Source data
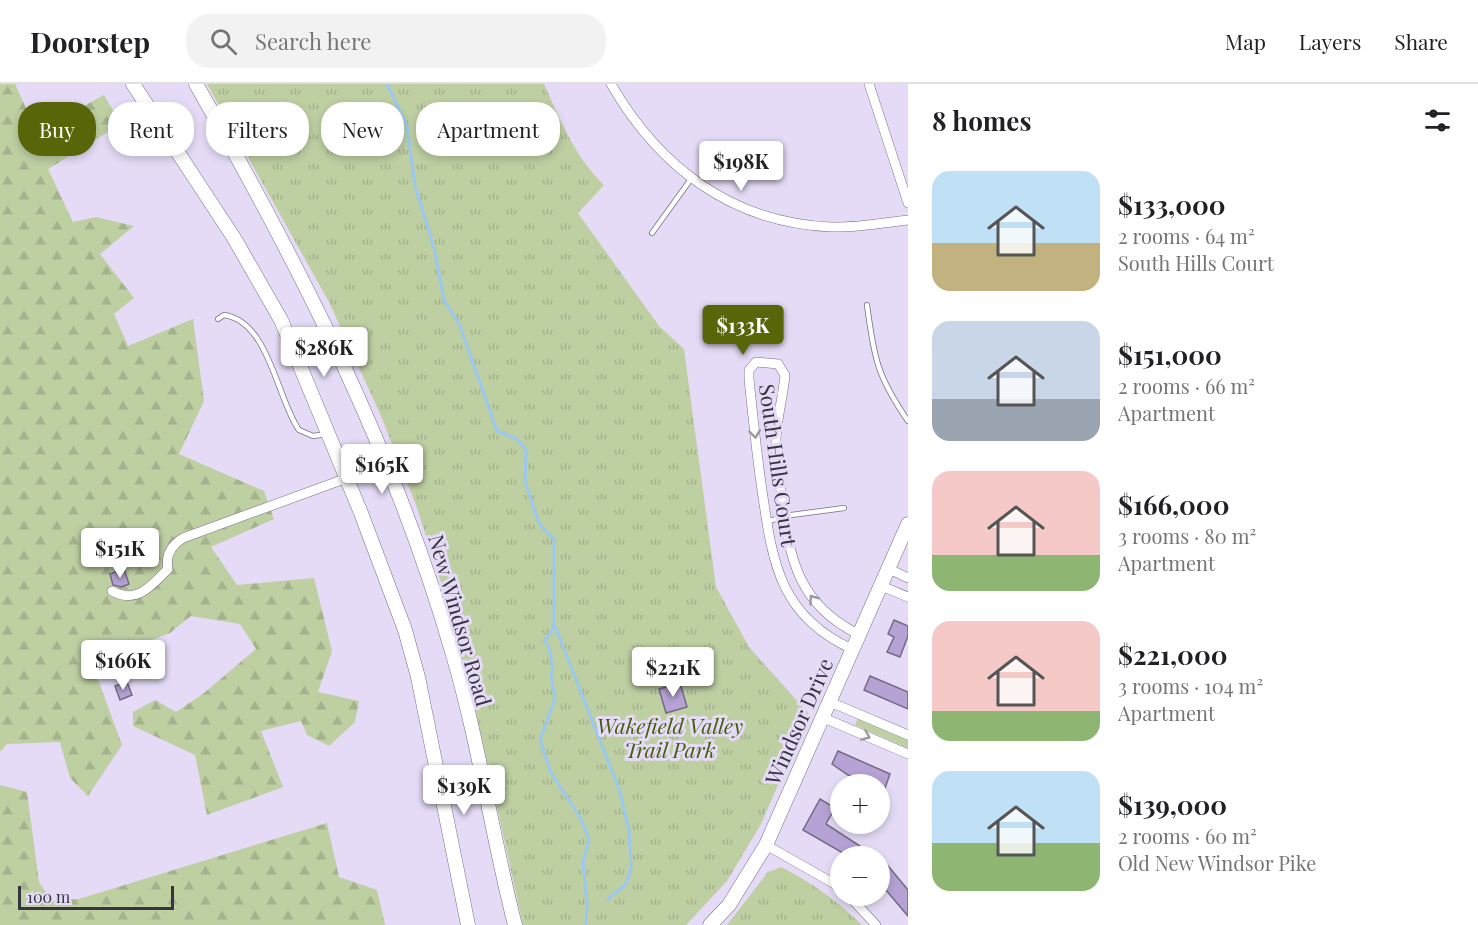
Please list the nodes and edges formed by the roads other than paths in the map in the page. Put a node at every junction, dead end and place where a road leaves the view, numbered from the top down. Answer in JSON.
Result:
{"nodes":[{"id":1,"x":133,"y":84,"type":"edge"},
{"id":2,"x":196,"y":84,"type":"edge"},
{"id":3,"x":611,"y":84,"type":"edge"},
{"id":4,"x":869,"y":84,"type":"edge"},
{"id":5,"x":691,"y":179,"type":"junction"},
{"id":6,"x":908,"y":203,"type":"edge"},
{"id":7,"x":908,"y":220,"type":"edge"},
{"id":8,"x":652,"y":233,"type":"dead end"},
{"id":9,"x":867,"y":305,"type":"dead end"},
{"id":10,"x":218,"y":319,"type":"dead end"},
{"id":11,"x":908,"y":421,"type":"edge"},
{"id":12,"x":329,"y":434,"type":"junction"},
{"id":13,"x":347,"y":478,"type":"junction"},
{"id":14,"x":844,"y":508,"type":"dead end"},
{"id":15,"x":784,"y":516,"type":"junction"},
{"id":16,"x":766,"y":522,"type":"junction"},
{"id":17,"x":908,"y":524,"type":"edge"},
{"id":18,"x":887,"y":568,"type":"junction"},
{"id":19,"x":908,"y":578,"type":"edge"},
{"id":20,"x":879,"y":585,"type":"junction"},
{"id":21,"x":112,"y":591,"type":"dead end"},
{"id":22,"x":908,"y":597,"type":"edge"},
{"id":23,"x":858,"y":634,"type":"junction"},
{"id":24,"x":852,"y":649,"type":"junction"},
{"id":25,"x":830,"y":702,"type":"junction"},
{"id":26,"x":824,"y":718,"type":"junction"},
{"id":27,"x":908,"y":735,"type":"edge"},
{"id":28,"x":908,"y":754,"type":"edge"},
{"id":29,"x":766,"y":845,"type":"junction"},
{"id":30,"x":830,"y":881,"type":"edge"},
{"id":31,"x":858,"y":906,"type":"edge"},
{"id":32,"x":468,"y":925,"type":"edge"},
{"id":33,"x":515,"y":925,"type":"edge"},
{"id":34,"x":711,"y":925,"type":"edge"},
{"id":35,"x":876,"y":925,"type":"edge"}],
"edges":[{"from":1,"to":12,"type":"street"},
{"from":2,"to":33,"type":"street","name":"New Windsor Road"},
{"from":3,"to":5,"type":"street"},
{"from":4,"to":6,"type":"street"},
{"from":5,"to":7,"type":"street"},
{"from":5,"to":8,"type":"lane"},
{"from":9,"to":11,"type":"lane"},
{"from":10,"to":12,"type":"lane"},
{"from":12,"to":13,"type":"street"},
{"from":13,"to":21,"type":"street"},
{"from":13,"to":32,"type":"street"},
{"from":14,"to":15,"type":"lane"},
{"from":15,"to":16,"type":"lane"},
{"from":15,"to":16,"type":"street","name":"South Hills Court","one_way":true},
{"from":23,"to":15,"type":"street","name":"South Hills Court","one_way":true},
{"from":16,"to":24,"type":"street","name":"South Hills Court"},
{"from":17,"to":18,"type":"street","name":"Windsor Drive"},
{"from":18,"to":19,"type":"street"},
{"from":18,"to":20,"type":"street","name":"Windsor Drive"},
{"from":20,"to":22,"type":"street"},
{"from":20,"to":23,"type":"street","name":"Windsor Drive"},
{"from":23,"to":24,"type":"street","name":"Windsor Drive"},
{"from":24,"to":25,"type":"street","name":"Windsor Drive"},
{"from":25,"to":26,"type":"street","name":"Windsor Drive"},
{"from":25,"to":27,"type":"street"},
{"from":26,"to":28,"type":"street","one_way":true},
{"from":26,"to":29,"type":"street","name":"Windsor Drive"},
{"from":29,"to":30,"type":"street"},
{"from":29,"to":34,"type":"street","name":"Windsor Drive"},
{"from":31,"to":35,"type":"street"}]}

Task to complete: Restate each entry exactly, omitting pictures.

Answer for this exercise:
Please list the nodes and edges formed by the roads other than paths in the map in the page. Put a node at every junction, dead end and place where a road leaves the view, numbered from the top down. Answer in JSON.
Result:
{"nodes":[{"id":1,"x":133,"y":84,"type":"edge"},
{"id":2,"x":196,"y":84,"type":"edge"},
{"id":3,"x":611,"y":84,"type":"edge"},
{"id":4,"x":869,"y":84,"type":"edge"},
{"id":5,"x":691,"y":179,"type":"junction"},
{"id":6,"x":908,"y":203,"type":"edge"},
{"id":7,"x":908,"y":220,"type":"edge"},
{"id":8,"x":652,"y":233,"type":"dead end"},
{"id":9,"x":867,"y":305,"type":"dead end"},
{"id":10,"x":218,"y":319,"type":"dead end"},
{"id":11,"x":908,"y":421,"type":"edge"},
{"id":12,"x":329,"y":434,"type":"junction"},
{"id":13,"x":347,"y":478,"type":"junction"},
{"id":14,"x":844,"y":508,"type":"dead end"},
{"id":15,"x":784,"y":516,"type":"junction"},
{"id":16,"x":766,"y":522,"type":"junction"},
{"id":17,"x":908,"y":524,"type":"edge"},
{"id":18,"x":887,"y":568,"type":"junction"},
{"id":19,"x":908,"y":578,"type":"edge"},
{"id":20,"x":879,"y":585,"type":"junction"},
{"id":21,"x":112,"y":591,"type":"dead end"},
{"id":22,"x":908,"y":597,"type":"edge"},
{"id":23,"x":858,"y":634,"type":"junction"},
{"id":24,"x":852,"y":649,"type":"junction"},
{"id":25,"x":830,"y":702,"type":"junction"},
{"id":26,"x":824,"y":718,"type":"junction"},
{"id":27,"x":908,"y":735,"type":"edge"},
{"id":28,"x":908,"y":754,"type":"edge"},
{"id":29,"x":766,"y":845,"type":"junction"},
{"id":30,"x":830,"y":881,"type":"edge"},
{"id":31,"x":858,"y":906,"type":"edge"},
{"id":32,"x":468,"y":925,"type":"edge"},
{"id":33,"x":515,"y":925,"type":"edge"},
{"id":34,"x":711,"y":925,"type":"edge"},
{"id":35,"x":876,"y":925,"type":"edge"}],
"edges":[{"from":1,"to":12,"type":"street"},
{"from":2,"to":33,"type":"street","name":"New Windsor Road"},
{"from":3,"to":5,"type":"street"},
{"from":4,"to":6,"type":"street"},
{"from":5,"to":7,"type":"street"},
{"from":5,"to":8,"type":"lane"},
{"from":9,"to":11,"type":"lane"},
{"from":10,"to":12,"type":"lane"},
{"from":12,"to":13,"type":"street"},
{"from":13,"to":21,"type":"street"},
{"from":13,"to":32,"type":"street"},
{"from":14,"to":15,"type":"lane"},
{"from":15,"to":16,"type":"lane"},
{"from":15,"to":16,"type":"street","name":"South Hills Court","one_way":true},
{"from":23,"to":15,"type":"street","name":"South Hills Court","one_way":true},
{"from":16,"to":24,"type":"street","name":"South Hills Court"},
{"from":17,"to":18,"type":"street","name":"Windsor Drive"},
{"from":18,"to":19,"type":"street"},
{"from":18,"to":20,"type":"street","name":"Windsor Drive"},
{"from":20,"to":22,"type":"street"},
{"from":20,"to":23,"type":"street","name":"Windsor Drive"},
{"from":23,"to":24,"type":"street","name":"Windsor Drive"},
{"from":24,"to":25,"type":"street","name":"Windsor Drive"},
{"from":25,"to":26,"type":"street","name":"Windsor Drive"},
{"from":25,"to":27,"type":"street"},
{"from":26,"to":28,"type":"street","one_way":true},
{"from":26,"to":29,"type":"street","name":"Windsor Drive"},
{"from":29,"to":30,"type":"street"},
{"from":29,"to":34,"type":"street","name":"Windsor Drive"},
{"from":31,"to":35,"type":"street"}]}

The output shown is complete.